### [TASK]
Look over the data below and give the number of lines containing the word "main", with no other words.

§

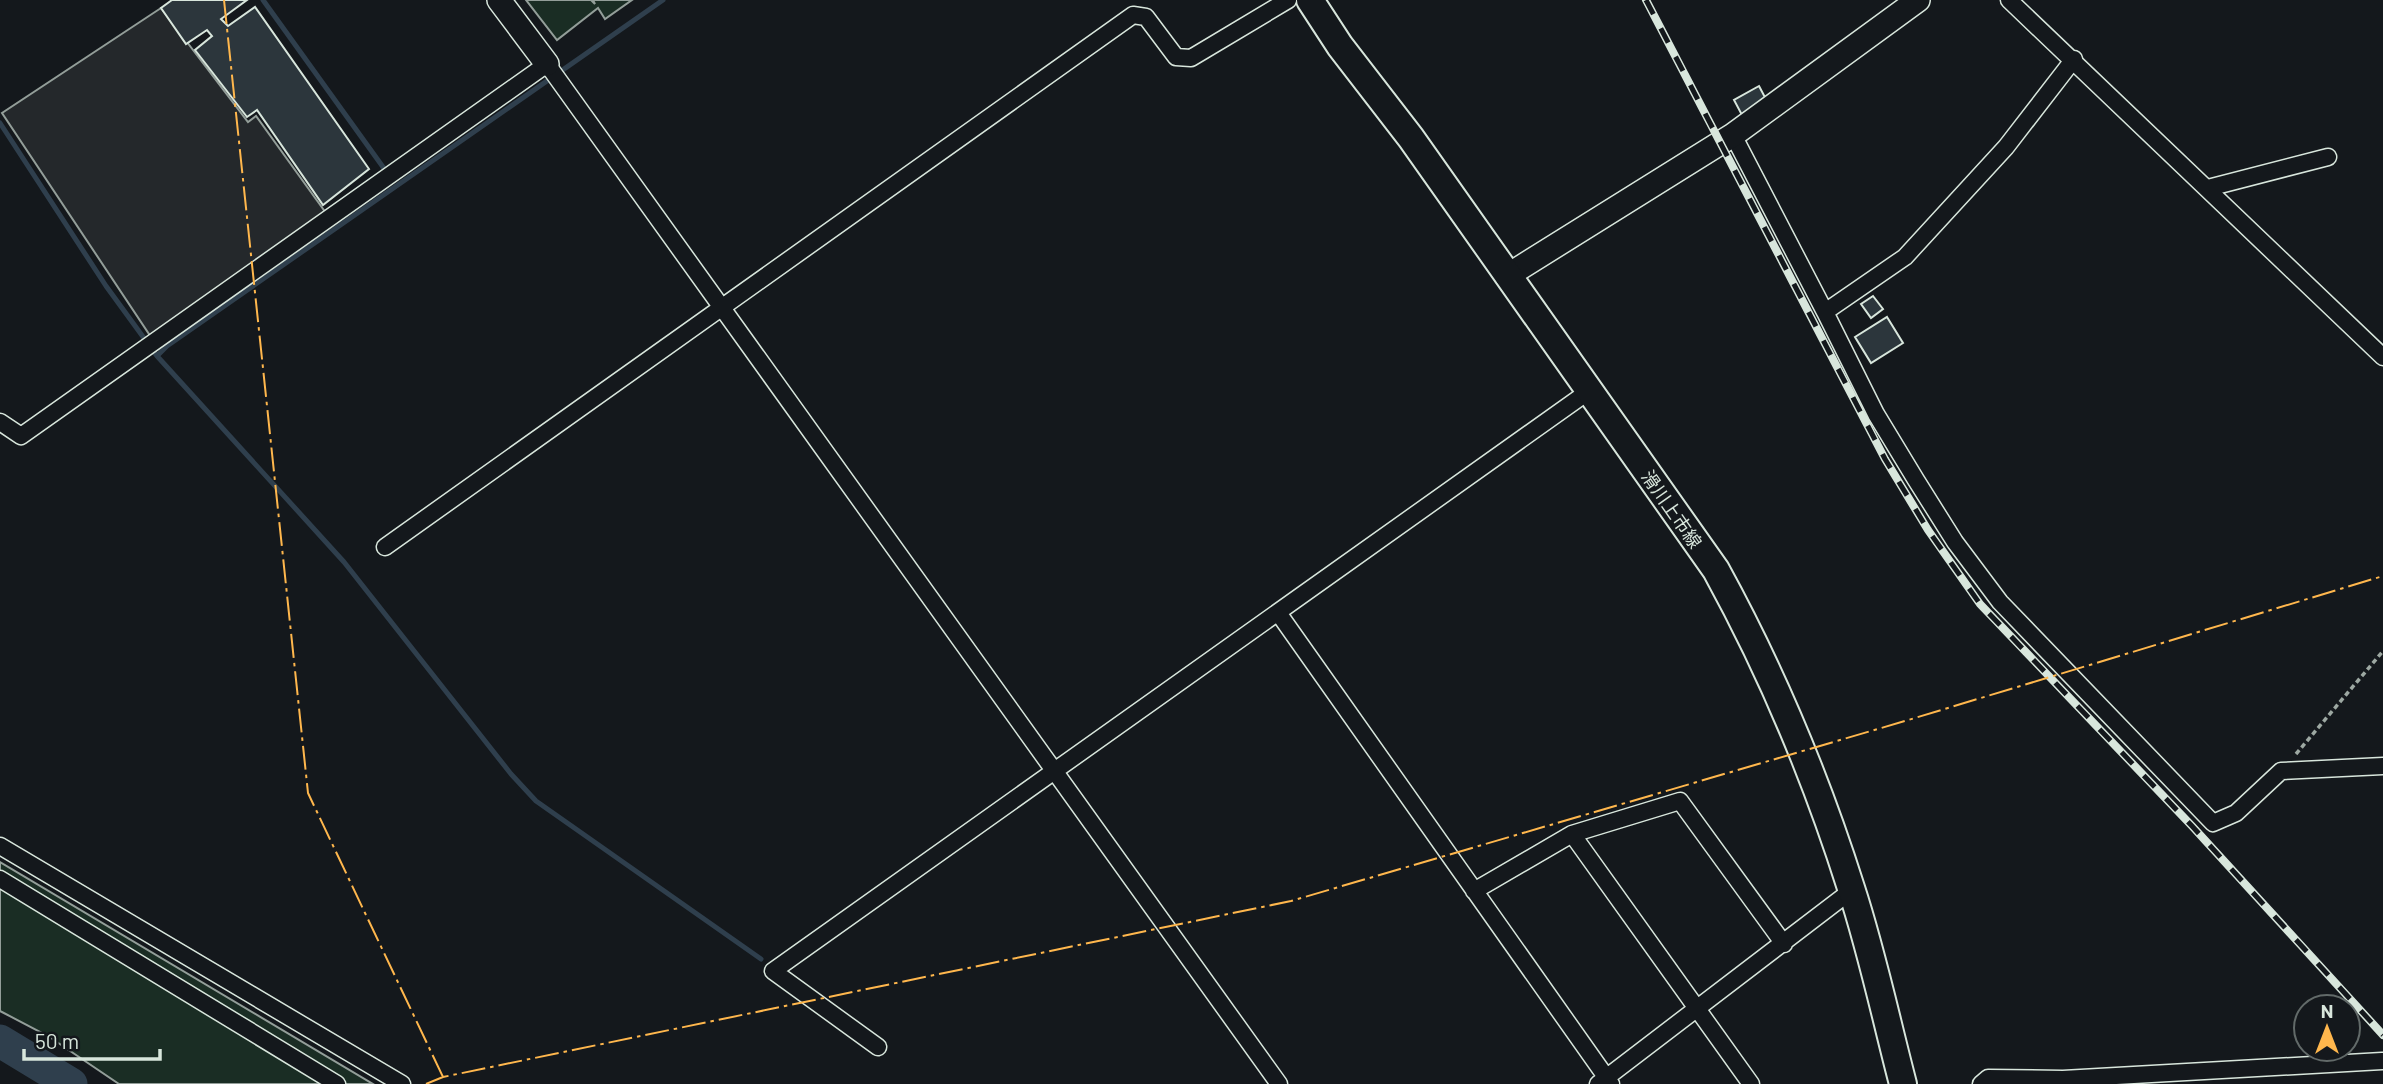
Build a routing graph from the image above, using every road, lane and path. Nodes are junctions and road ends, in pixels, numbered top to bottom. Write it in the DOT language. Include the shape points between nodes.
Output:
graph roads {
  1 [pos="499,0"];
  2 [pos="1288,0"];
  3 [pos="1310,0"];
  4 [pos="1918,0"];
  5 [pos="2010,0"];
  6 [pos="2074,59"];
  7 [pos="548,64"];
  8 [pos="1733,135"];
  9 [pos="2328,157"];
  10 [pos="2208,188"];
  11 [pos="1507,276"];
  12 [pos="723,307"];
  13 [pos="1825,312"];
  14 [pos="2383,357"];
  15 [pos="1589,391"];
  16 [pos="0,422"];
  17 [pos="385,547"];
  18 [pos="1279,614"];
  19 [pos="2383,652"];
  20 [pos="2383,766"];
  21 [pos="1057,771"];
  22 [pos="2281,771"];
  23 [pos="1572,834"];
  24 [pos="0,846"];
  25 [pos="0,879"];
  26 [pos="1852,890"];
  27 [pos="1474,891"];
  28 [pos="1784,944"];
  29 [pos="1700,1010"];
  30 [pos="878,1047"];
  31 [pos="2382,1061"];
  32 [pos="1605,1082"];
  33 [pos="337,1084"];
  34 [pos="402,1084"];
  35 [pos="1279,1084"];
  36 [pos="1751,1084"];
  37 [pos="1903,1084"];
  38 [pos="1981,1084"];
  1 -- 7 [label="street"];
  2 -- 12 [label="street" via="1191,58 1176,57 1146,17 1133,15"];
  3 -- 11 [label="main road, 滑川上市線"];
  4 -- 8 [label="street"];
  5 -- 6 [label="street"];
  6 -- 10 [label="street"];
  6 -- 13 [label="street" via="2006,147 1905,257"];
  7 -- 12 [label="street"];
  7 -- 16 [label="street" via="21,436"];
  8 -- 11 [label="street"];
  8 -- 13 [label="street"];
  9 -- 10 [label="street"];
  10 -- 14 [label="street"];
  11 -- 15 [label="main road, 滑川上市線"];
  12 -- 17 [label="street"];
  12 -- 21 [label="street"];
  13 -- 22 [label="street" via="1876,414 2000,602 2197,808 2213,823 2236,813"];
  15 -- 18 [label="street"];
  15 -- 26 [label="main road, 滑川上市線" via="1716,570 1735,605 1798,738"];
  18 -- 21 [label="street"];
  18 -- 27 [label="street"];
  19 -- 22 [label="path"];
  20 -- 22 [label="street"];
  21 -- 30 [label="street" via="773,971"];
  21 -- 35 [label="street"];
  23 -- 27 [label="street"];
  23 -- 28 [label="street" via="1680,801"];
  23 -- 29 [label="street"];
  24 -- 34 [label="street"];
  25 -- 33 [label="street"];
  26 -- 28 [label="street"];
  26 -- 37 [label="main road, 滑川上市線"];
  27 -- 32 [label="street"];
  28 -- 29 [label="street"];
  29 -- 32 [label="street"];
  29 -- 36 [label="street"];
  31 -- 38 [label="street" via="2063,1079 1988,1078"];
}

§

### [ANSWER TO THE EXERCISE]
4